-- Exercise data follows --
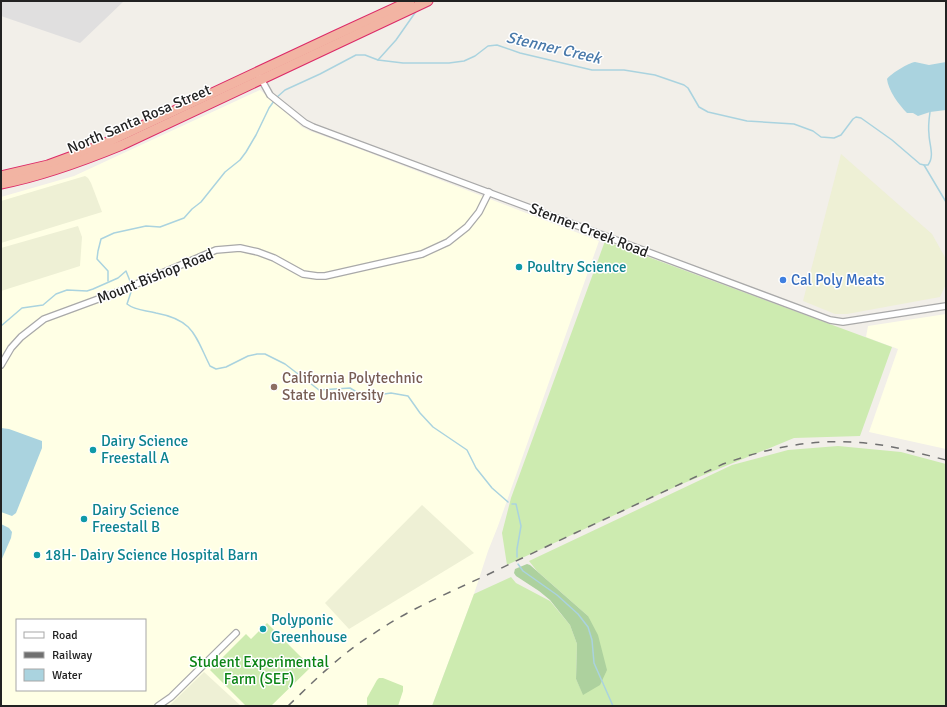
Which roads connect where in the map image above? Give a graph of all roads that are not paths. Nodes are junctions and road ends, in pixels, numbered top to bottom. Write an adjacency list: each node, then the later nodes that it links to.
1 (410, 1): 3 (highway)
2 (428, 1): 3 (highway)
3 (260, 76): 4 (highway, North Santa Rosa Street); 5 (highway, North Santa Rosa Street); 6 (street, Stenner Creek Road)
4 (1, 176)
5 (1, 184)
6 (489, 192): 7 (street, Stenner Creek Road); 8 (street, Mount Bishop Road)
7 (946, 306)
8 (1, 365)
9 (236, 633): 10 (street)
10 (158, 706)

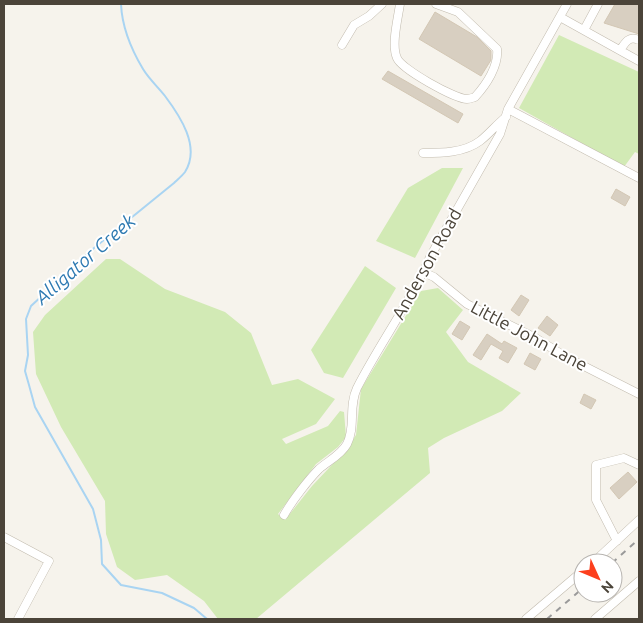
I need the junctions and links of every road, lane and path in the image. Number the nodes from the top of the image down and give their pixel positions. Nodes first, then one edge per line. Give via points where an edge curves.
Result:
1 (382, 4) edge
2 (400, 4) edge
3 (436, 4) edge
4 (567, 4) edge
5 (598, 4) edge
6 (560, 17) junction
7 (584, 30) junction
8 (636, 39) dead end
9 (342, 45) dead end
10 (620, 50) junction
11 (639, 61) edge
12 (507, 113) junction
13 (423, 154) dead end
14 (639, 178) edge
15 (424, 272) junction
16 (639, 394) edge
17 (639, 465) edge
18 (284, 515) dead end
19 (639, 520) edge
20 (4, 537) edge
21 (617, 541) junction
22 (604, 553) edge
23 (573, 579) edge
24 (639, 580) edge
25 (623, 591) edge
26 (610, 603) edge
27 (18, 619) edge
28 (526, 619) edge
29 (595, 619) edge

1 - 9 street via 354,25
2 - 3 street via 395,47 401,65 450,93 465,99 475,97 495,67 497,49 458,12
4 - 6 street, Anderson Road
5 - 7 street
6 - 7 street
6 - 12 street, Anderson Road
7 - 10 street
8 - 10 street via 628,39
10 - 11 street
12 - 13 street via 480,141 468,147 448,153
12 - 14 street
12 - 15 street, Anderson Road via 500,134
15 - 16 street, Little John Lane via 467,304
15 - 18 street, Anderson Road via 358,388 351,405 348,443 317,471
17 - 21 street via 624,458 596,464 596,500
19 - 21 street
20 - 27 street via 49,561
21 - 22 street
23 - 28 street
24 - 25 street
26 - 29 street

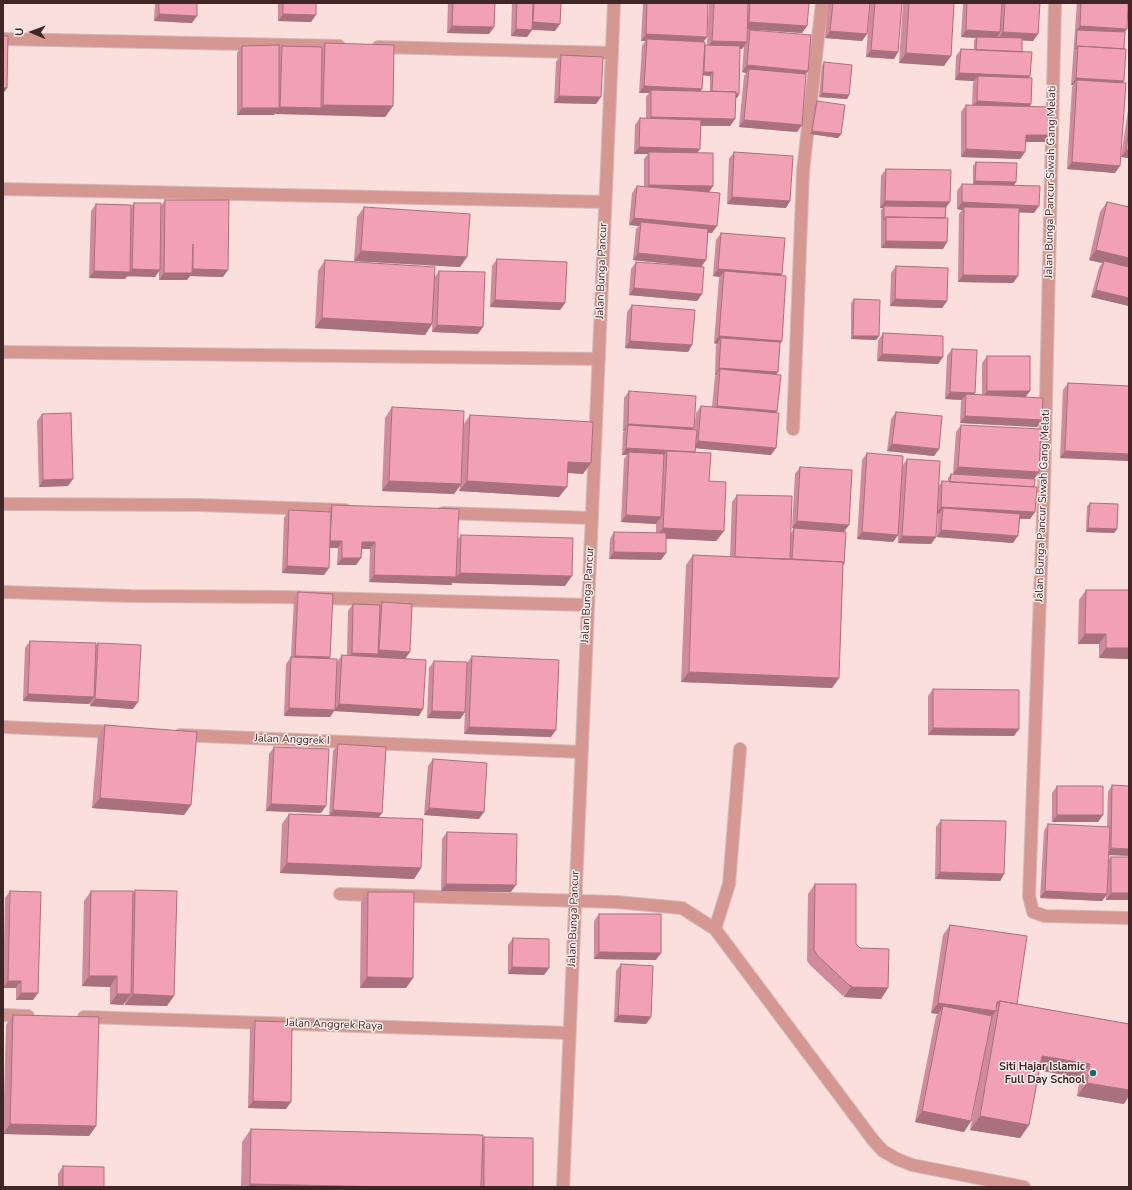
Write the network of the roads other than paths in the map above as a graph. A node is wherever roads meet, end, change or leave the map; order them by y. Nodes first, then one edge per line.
1 (614, 3) edge
2 (822, 3) edge
3 (1055, 3) edge
4 (3, 39) edge
5 (351, 47) edge
6 (367, 47) edge
7 (612, 53) junction
8 (3, 189) edge
9 (605, 202) junction
10 (3, 352) edge
11 (599, 359) junction
12 (793, 429) dead end
13 (3, 504) edge
14 (360, 510) edge
15 (432, 513) edge
16 (592, 518) junction
17 (3, 592) edge
18 (588, 605) junction
19 (3, 727) edge
20 (130, 732) edge
21 (169, 734) edge
22 (740, 749) dead end
23 (581, 752) junction
24 (340, 894) dead end
25 (575, 901) junction
26 (1129, 918) edge
27 (715, 929) junction
28 (3, 1015) edge
29 (43, 1016) edge
30 (75, 1017) edge
31 (569, 1033) junction
32 (563, 1187) edge
33 (1024, 1187) edge

1 - 7 street, Jalan Bunga Pancur
2 - 12 street
3 - 26 street, Jalan Bunga Pancur Siwah Gang Melati
4 - 5 street
6 - 7 street
7 - 9 street, Jalan Bunga Pancur
8 - 9 street
9 - 11 street, Jalan Bunga Pancur
10 - 11 street
11 - 16 street, Jalan Bunga Pancur
13 - 14 street
15 - 16 street
16 - 18 street, Jalan Bunga Pancur
17 - 18 street
18 - 23 street, Jalan Bunga Pancur
19 - 20 street
21 - 23 street, Jalan Anggrek I
22 - 27 street
23 - 25 street, Jalan Bunga Pancur
24 - 25 street
25 - 27 street
25 - 31 street, Jalan Bunga Pancur
27 - 33 street
28 - 29 street
30 - 31 street, Jalan Anggrek Raya
31 - 32 street, Jalan Bunga Pancur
-- Exercise data concluded --
## [Task brief]
Output every record exactly, minus the pictures.

## [Output]
Which roads connect where in the map image above? Give a graph of all roads that are not paths. Nodes are junctions and road ends, in pixels, numbered top to bottom. Write an adjacency list: each node, then the later nodes that it links to.
1 (410, 1): 3 (highway)
2 (428, 1): 3 (highway)
3 (260, 76): 4 (highway, North Santa Rosa Street); 5 (highway, North Santa Rosa Street); 6 (street, Stenner Creek Road)
4 (1, 176)
5 (1, 184)
6 (489, 192): 7 (street, Stenner Creek Road); 8 (street, Mount Bishop Road)
7 (946, 306)
8 (1, 365)
9 (236, 633): 10 (street)
10 (158, 706)

I need the junctions and links of every road, lane and path in the image. Number the nodes from the top of the image down and give their pixel positions. Nodes first, then one edge per line. Give via points where an edge curves.
Result:
1 (382, 4) edge
2 (400, 4) edge
3 (436, 4) edge
4 (567, 4) edge
5 (598, 4) edge
6 (560, 17) junction
7 (584, 30) junction
8 (636, 39) dead end
9 (342, 45) dead end
10 (620, 50) junction
11 (639, 61) edge
12 (507, 113) junction
13 (423, 154) dead end
14 (639, 178) edge
15 (424, 272) junction
16 (639, 394) edge
17 (639, 465) edge
18 (284, 515) dead end
19 (639, 520) edge
20 (4, 537) edge
21 (617, 541) junction
22 (604, 553) edge
23 (573, 579) edge
24 (639, 580) edge
25 (623, 591) edge
26 (610, 603) edge
27 (18, 619) edge
28 (526, 619) edge
29 (595, 619) edge

1 - 9 street via 354,25
2 - 3 street via 395,47 401,65 450,93 465,99 475,97 495,67 497,49 458,12
4 - 6 street, Anderson Road
5 - 7 street
6 - 7 street
6 - 12 street, Anderson Road
7 - 10 street
8 - 10 street via 628,39
10 - 11 street
12 - 13 street via 480,141 468,147 448,153
12 - 14 street
12 - 15 street, Anderson Road via 500,134
15 - 16 street, Little John Lane via 467,304
15 - 18 street, Anderson Road via 358,388 351,405 348,443 317,471
17 - 21 street via 624,458 596,464 596,500
19 - 21 street
20 - 27 street via 49,561
21 - 22 street
23 - 28 street
24 - 25 street
26 - 29 street

Write the network of the roads other than paths in the map above as a graph. A node is wherever roads meet, end, change or leave the map; order them by y. Nodes first, then one edge per line.
1 (614, 3) edge
2 (822, 3) edge
3 (1055, 3) edge
4 (3, 39) edge
5 (351, 47) edge
6 (367, 47) edge
7 (612, 53) junction
8 (3, 189) edge
9 (605, 202) junction
10 (3, 352) edge
11 (599, 359) junction
12 (793, 429) dead end
13 (3, 504) edge
14 (360, 510) edge
15 (432, 513) edge
16 (592, 518) junction
17 (3, 592) edge
18 (588, 605) junction
19 (3, 727) edge
20 (130, 732) edge
21 (169, 734) edge
22 (740, 749) dead end
23 (581, 752) junction
24 (340, 894) dead end
25 (575, 901) junction
26 (1129, 918) edge
27 (715, 929) junction
28 (3, 1015) edge
29 (43, 1016) edge
30 (75, 1017) edge
31 (569, 1033) junction
32 (563, 1187) edge
33 (1024, 1187) edge

1 - 7 street, Jalan Bunga Pancur
2 - 12 street
3 - 26 street, Jalan Bunga Pancur Siwah Gang Melati
4 - 5 street
6 - 7 street
7 - 9 street, Jalan Bunga Pancur
8 - 9 street
9 - 11 street, Jalan Bunga Pancur
10 - 11 street
11 - 16 street, Jalan Bunga Pancur
13 - 14 street
15 - 16 street
16 - 18 street, Jalan Bunga Pancur
17 - 18 street
18 - 23 street, Jalan Bunga Pancur
19 - 20 street
21 - 23 street, Jalan Anggrek I
22 - 27 street
23 - 25 street, Jalan Bunga Pancur
24 - 25 street
25 - 27 street
25 - 31 street, Jalan Bunga Pancur
27 - 33 street
28 - 29 street
30 - 31 street, Jalan Anggrek Raya
31 - 32 street, Jalan Bunga Pancur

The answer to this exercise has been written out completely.